INPUT MATERIAL: Begin

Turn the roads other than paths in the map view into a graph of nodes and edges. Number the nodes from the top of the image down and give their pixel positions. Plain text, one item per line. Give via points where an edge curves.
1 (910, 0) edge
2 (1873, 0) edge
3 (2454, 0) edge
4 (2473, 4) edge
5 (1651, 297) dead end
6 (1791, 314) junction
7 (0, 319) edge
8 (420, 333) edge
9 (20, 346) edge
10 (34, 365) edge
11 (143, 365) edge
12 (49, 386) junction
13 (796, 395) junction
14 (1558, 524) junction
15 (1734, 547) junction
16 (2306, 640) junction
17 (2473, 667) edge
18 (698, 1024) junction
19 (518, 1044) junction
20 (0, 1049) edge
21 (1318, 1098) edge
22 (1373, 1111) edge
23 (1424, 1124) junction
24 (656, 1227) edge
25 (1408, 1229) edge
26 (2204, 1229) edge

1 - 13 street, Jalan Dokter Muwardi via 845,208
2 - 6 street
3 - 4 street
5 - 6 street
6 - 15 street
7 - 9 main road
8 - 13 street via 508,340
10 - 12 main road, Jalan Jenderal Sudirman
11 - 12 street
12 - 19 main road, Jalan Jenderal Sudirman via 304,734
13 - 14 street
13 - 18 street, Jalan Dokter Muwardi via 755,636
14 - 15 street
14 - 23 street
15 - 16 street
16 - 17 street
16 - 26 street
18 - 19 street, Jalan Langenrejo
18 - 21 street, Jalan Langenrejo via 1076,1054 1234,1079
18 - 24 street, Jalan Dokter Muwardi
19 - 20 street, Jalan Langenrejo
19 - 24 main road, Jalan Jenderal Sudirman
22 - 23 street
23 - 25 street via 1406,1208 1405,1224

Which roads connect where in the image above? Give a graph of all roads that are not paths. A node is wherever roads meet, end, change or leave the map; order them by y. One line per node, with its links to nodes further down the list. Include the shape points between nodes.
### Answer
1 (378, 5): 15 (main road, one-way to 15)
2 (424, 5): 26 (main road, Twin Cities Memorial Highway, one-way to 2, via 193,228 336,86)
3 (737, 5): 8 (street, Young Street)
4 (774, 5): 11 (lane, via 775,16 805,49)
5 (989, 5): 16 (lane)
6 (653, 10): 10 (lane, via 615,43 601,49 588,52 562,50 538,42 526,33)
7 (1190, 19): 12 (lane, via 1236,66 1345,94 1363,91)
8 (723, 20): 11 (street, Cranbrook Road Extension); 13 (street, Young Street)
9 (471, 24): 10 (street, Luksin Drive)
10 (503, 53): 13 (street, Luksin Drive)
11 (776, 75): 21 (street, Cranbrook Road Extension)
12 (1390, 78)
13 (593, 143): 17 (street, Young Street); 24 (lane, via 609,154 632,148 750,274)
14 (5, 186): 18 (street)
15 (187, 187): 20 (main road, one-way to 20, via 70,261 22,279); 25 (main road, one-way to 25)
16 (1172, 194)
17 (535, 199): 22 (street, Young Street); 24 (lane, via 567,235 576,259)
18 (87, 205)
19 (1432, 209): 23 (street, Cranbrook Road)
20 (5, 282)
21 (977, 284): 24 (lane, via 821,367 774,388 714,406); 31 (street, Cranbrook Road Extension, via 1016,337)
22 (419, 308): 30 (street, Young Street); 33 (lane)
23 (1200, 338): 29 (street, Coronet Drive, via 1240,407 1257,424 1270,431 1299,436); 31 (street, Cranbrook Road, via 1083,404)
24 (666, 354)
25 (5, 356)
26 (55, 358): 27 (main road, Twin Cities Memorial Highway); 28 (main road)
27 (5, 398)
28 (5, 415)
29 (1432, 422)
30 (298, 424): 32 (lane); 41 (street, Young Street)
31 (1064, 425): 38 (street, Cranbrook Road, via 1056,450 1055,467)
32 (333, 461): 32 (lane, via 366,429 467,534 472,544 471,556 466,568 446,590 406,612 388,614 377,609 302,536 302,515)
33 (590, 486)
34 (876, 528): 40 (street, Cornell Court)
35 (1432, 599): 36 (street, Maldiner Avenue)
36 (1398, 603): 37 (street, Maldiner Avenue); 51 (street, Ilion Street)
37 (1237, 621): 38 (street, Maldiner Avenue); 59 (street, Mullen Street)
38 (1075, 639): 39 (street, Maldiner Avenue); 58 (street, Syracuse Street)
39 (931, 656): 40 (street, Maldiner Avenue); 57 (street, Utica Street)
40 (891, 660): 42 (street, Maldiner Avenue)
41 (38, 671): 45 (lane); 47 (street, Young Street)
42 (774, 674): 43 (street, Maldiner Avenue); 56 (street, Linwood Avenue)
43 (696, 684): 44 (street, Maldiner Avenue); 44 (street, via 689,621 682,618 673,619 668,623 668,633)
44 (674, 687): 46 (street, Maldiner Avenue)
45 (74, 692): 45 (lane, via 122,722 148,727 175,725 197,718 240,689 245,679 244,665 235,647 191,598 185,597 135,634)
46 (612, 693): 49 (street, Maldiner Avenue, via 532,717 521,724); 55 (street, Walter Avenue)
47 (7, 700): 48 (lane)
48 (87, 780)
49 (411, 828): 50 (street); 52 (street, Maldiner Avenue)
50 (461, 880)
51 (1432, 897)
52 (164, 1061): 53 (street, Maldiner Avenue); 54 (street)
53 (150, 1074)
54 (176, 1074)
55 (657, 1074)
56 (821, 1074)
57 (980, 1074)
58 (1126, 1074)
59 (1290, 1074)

INPUT MATERIAL: End

__YOUR INSTRUCTIONS__
Find each line in the material above that carries the string "Dokter", and copy it.

__RESULT OF THE EXERCISE__
1 - 13 street, Jalan Dokter Muwardi via 845,208
13 - 18 street, Jalan Dokter Muwardi via 755,636
18 - 24 street, Jalan Dokter Muwardi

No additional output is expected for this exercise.